Mount
The mount drives target acquisition and tracking. Every telescope has exactly one mount; it's the device the task executors call into through the mount driver interface to slew, track, apply offsets, and play offset patterns for mapping observations.
Config shape
Every mount has an entry under
device_configs.device_configs_by_id.<device-uid>:
{
"device_type": "mount",
"driver": "ascom" | "gbtwenty" | "simulator",
"driver_configs": {
"ascom": { /* see below */ },
"gbtwenty": { /* see below */ },
"simulator": { /* see below */ }
}
}
The driver_configs map holds parameters for every driver you
might use; the active driver is selected by the top-level driver
key. This lets you switch between drivers (e.g., simulator and
ASCOM) without losing the unused driver's settings.
Drivers
ascom — production
The standard driver for any ASCOM-conformant mount on Windows.
"ascom": {
"prog_id": "ASCOM.SoftwareBisque.Telescope"
}
| Key | Meaning |
|---|---|
prog_id |
The ASCOM ProgID of the mount driver to load. Examples: ASCOM.SoftwareBisque.Telescope, ASCOM.SiTechExe.Telescope, ASCOM.Simulator.Telescope |
Notes:
- The mount's ASCOM driver must be installed and configured on the SkyNode host before SkyNode tries to load it.
- The ASCOM driver app should already be set up for your hardware (COM port, baud rate, pier flip behavior, slew rates). SkyNode does not manage those settings; it loads the ProgID and talks to whatever the ASCOM driver presents.

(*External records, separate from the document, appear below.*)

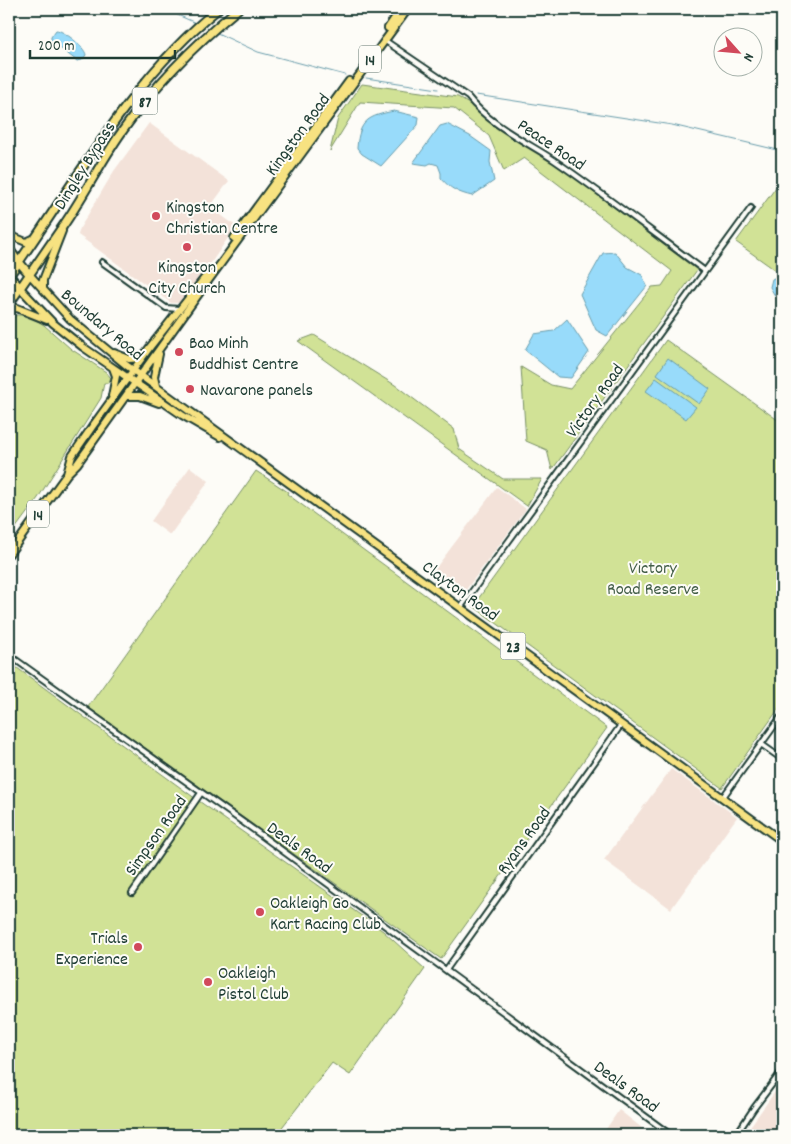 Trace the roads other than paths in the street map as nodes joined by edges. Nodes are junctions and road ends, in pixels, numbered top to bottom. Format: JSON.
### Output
{"nodes":[{"id":1,"x":218,"y":9,"type":"edge"},
{"id":2,"x":238,"y":9,"type":"edge"},
{"id":3,"x":401,"y":9,"type":"edge"},
{"id":4,"x":408,"y":9,"type":"edge"},
{"id":5,"x":382,"y":39,"type":"junction"},
{"id":6,"x":751,"y":208,"type":"dead end"},
{"id":7,"x":64,"y":225,"type":"junction"},
{"id":8,"x":9,"y":235,"type":"edge"},
{"id":9,"x":37,"y":236,"type":"junction"},
{"id":10,"x":9,"y":248,"type":"edge"},
{"id":11,"x":19,"y":262,"type":"junction"},
{"id":12,"x":102,"y":262,"type":"dead end"},
{"id":13,"x":705,"y":271,"type":"junction"},
{"id":14,"x":30,"y":274,"type":"junction"},
{"id":15,"x":9,"y":275,"type":"edge"},
{"id":16,"x":20,"y":288,"type":"junction"},
{"id":17,"x":46,"y":294,"type":"junction"},
{"id":18,"x":9,"y":304,"type":"edge"},
{"id":19,"x":166,"y":308,"type":"junction"},
{"id":20,"x":9,"y":309,"type":"edge"},
{"id":21,"x":181,"y":309,"type":"junction"},
{"id":22,"x":53,"y":323,"type":"junction"},
{"id":23,"x":170,"y":323,"type":"junction"},
{"id":24,"x":162,"y":346,"type":"junction"},
{"id":25,"x":104,"y":349,"type":"junction"},
{"id":26,"x":142,"y":358,"type":"junction"},
{"id":27,"x":113,"y":368,"type":"junction"},
{"id":28,"x":133,"y":370,"type":"junction"},
{"id":29,"x":141,"y":375,"type":"junction"},
{"id":30,"x":128,"y":378,"type":"junction"},
{"id":31,"x":136,"y":383,"type":"junction"},
{"id":32,"x":156,"y":386,"type":"junction"},
{"id":33,"x":126,"y":396,"type":"junction"},
{"id":34,"x":178,"y":402,"type":"junction"},
{"id":35,"x":170,"y":407,"type":"junction"},
{"id":36,"x":106,"y":408,"type":"junction"},
{"id":37,"x":243,"y":451,"type":"junction"},
{"id":38,"x":67,"y":474,"type":"junction"},
{"id":39,"x":9,"y":554,"type":"edge"},
{"id":40,"x":460,"y":608,"type":"junction"},
{"id":41,"x":9,"y":655,"type":"edge"},
{"id":42,"x":780,"y":718,"type":"dead end"},
{"id":43,"x":622,"y":725,"type":"junction"},
{"id":44,"x":761,"y":744,"type":"junction"},
{"id":45,"x":782,"y":759,"type":"edge"},
{"id":46,"x":201,"y":793,"type":"junction"},
{"id":47,"x":723,"y":797,"type":"junction"},
{"id":48,"x":782,"y":841,"type":"edge"},
{"id":49,"x":132,"y":893,"type":"dead end"},
{"id":50,"x":446,"y":970,"type":"junction"},
{"id":51,"x":782,"y":1071,"type":"edge"},
{"id":52,"x":671,"y":1135,"type":"edge"},
{"id":53,"x":736,"y":1135,"type":"edge"}],
"edges":[{"from":1,"to":9,"type":"highway","name":"Dingley Bypass","number":"87"},
{"from":2,"to":7,"type":"highway","name":"Dingley Bypass","number":"87"},
{"from":3,"to":5,"type":"main road","name":"Kingston Road","number":"14"},
{"from":4,"to":5,"type":"main road","name":"Kingston Road","number":"14"},
{"from":5,"to":13,"type":"street","name":"Peace Road"},
{"from":5,"to":21,"type":"main road","name":"Kingston Road","number":"14"},
{"from":5,"to":24,"type":"main road","name":"Kingston Road","number":"14"},
{"from":6,"to":13,"type":"street","name":"Victory Road"},
{"from":7,"to":14,"type":"highway","name":"Dingley Bypass","number":"87"},
{"from":7,"to":17,"type":"main road"},
{"from":8,"to":9,"type":"main road"},
{"from":9,"to":11,"type":"highway","name":"Dingley Bypass","number":"87"},
{"from":10,"to":11,"type":"main road","name":"Boundary Road","number":"23"},
{"from":11,"to":14,"type":"highway","name":"Boundary Road","number":"23"},
{"from":11,"to":15,"type":"highway","name":"Dingley Bypass","number":"87"},
{"from":12,"to":19,"type":"street"},
{"from":13,"to":40,"type":"street","name":"Victory Road"},
{"from":14,"to":16,"type":"highway","name":"Dingley Bypass","number":"87"},
{"from":14,"to":17,"type":"main road","name":"Boundary Road","number":"23"},
{"from":15,"to":16,"type":"highway","name":"Boundary Road","number":"23"},
{"from":16,"to":18,"type":"highway","name":"Dingley Bypass","number":"87"},
{"from":16,"to":22,"type":"main road","name":"Boundary Road","number":"23"},
{"from":17,"to":25,"type":"main road","name":"Boundary Road","number":"23"},
{"from":19,"to":21,"type":"street"},
{"from":19,"to":23,"type":"street"},
{"from":20,"to":22,"type":"main road"},
{"from":21,"to":23,"type":"main road","name":"Kingston Road","number":"14"},
{"from":22,"to":27,"type":"main road","name":"Boundary Road","number":"23"},
{"from":23,"to":26,"type":"main road","name":"Kingston Road","number":"14"},
{"from":24,"to":29,"type":"main road","name":"Kingston Road","number":"14"},
{"from":24,"to":32,"type":"main road"},
{"from":25,"to":26,"type":"main road"},
{"from":25,"to":28,"type":"main road","name":"Boundary Road","number":"23"},
{"from":26,"to":28,"type":"main road","name":"Kingston Road","number":"14"},
{"from":27,"to":30,"type":"main road","name":"Boundary Road","number":"23"},
{"from":27,"to":36,"type":"main road"},
{"from":28,"to":29,"type":"main road","name":"Boundary Road","number":"23"},
{"from":28,"to":30,"type":"main road","number":"14"},
{"from":29,"to":31,"type":"main road","number":"14"},
{"from":29,"to":32,"type":"main road","name":"Clayton Road","number":"23"},
{"from":30,"to":31,"type":"main road","name":"Boundary Road","number":"23"},
{"from":30,"to":36,"type":"main road","number":"14"},
{"from":31,"to":33,"type":"main road","number":"14"},
{"from":31,"to":35,"type":"main road","name":"Clayton Road","number":"23"},
{"from":32,"to":34,"type":"main road","name":"Clayton Road","number":"23"},
{"from":33,"to":35,"type":"main road"},
{"from":33,"to":38,"type":"main road","number":"14"},
{"from":34,"to":35,"type":"main road"},
{"from":34,"to":37,"type":"main road","name":"Clayton Road","number":"23"},
{"from":35,"to":37,"type":"main road","name":"Clayton Road","number":"23"},
{"from":36,"to":38,"type":"main road","number":"14"},
{"from":37,"to":40,"type":"main road","name":"Clayton Road","number":"23"},
{"from":38,"to":39,"type":"main road","number":"14"},
{"from":40,"to":43,"type":"main road","name":"Clayton Road","number":"23"},
{"from":41,"to":46,"type":"street","name":"Deals Road"},
{"from":42,"to":44,"type":"street"},
{"from":43,"to":47,"type":"main road","name":"Clayton Road","number":"23"},
{"from":43,"to":50,"type":"street","name":"Ryans Road"},
{"from":44,"to":45,"type":"street"},
{"from":44,"to":47,"type":"street"},
{"from":46,"to":49,"type":"street","name":"Simpson Road"},
{"from":46,"to":50,"type":"street","name":"Deals Road"},
{"from":47,"to":48,"type":"main road","name":"Clayton Road","number":"23"},
{"from":50,"to":52,"type":"street","name":"Deals Road"},
{"from":51,"to":53,"type":"street"}]}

- ASCOM is Windows-only — the
pythoncomandwin32com.clientbindings are imported unconditionally in the driver. Running SkyNode on macOS or Linux is fine for simulator and native drivers; for ASCOM you need Windows.
gbtwenty — experimental
The native driver for the UNC GBTwenty radio mount. Streams position-velocity (PD) commands to the Observatory Control Unit (OCU). See Driver interfaces → GBTwenty for the implementation details.
This driver is the only native mount integration today and is considered experimental — the limit-checking and invalid-velocity guards still need work at the driver level. Use it only with the GBTwenty hardware and the OCU configured by the GBTwenty operations team.
simulator — testing only
Drives a paper mount that accepts every command and reports back sensible state. Good for verifying the rest of your install before hooking up real hardware.
"simulator": {}
No parameters required.
Troubleshooting
- "ASCOM driver won't load." Check the ProgID with the ASCOM
Diagnostics tool or PowerShell:
(New-Object -ComObject ASCOM.Utilities.Profile).RegisteredDeviceTypes. A common cause is a 32-bit driver loaded into a 64-bit Python process (or vice versa) — the SkyNode build should match. - Mount drops connection after slewing. The ASCOM driver app is crashing or the COM proxy is dying. Usually a driver-app issue, not a SkyNode issue. Restart the driver app first.
- "Tracking is engaged but pointing drifts." Mount calibration (T-Point or equivalent) lives in the ASCOM driver app; SkyNode consumes whatever the driver reports. If pointing isn't right in the driver app it won't be right in SkyNode.
- Mount won't go past a pole or meridian. Mount-side limits enforced by the driver and the mount's control system. SkyNode respects these; the fix is in the mount's configuration.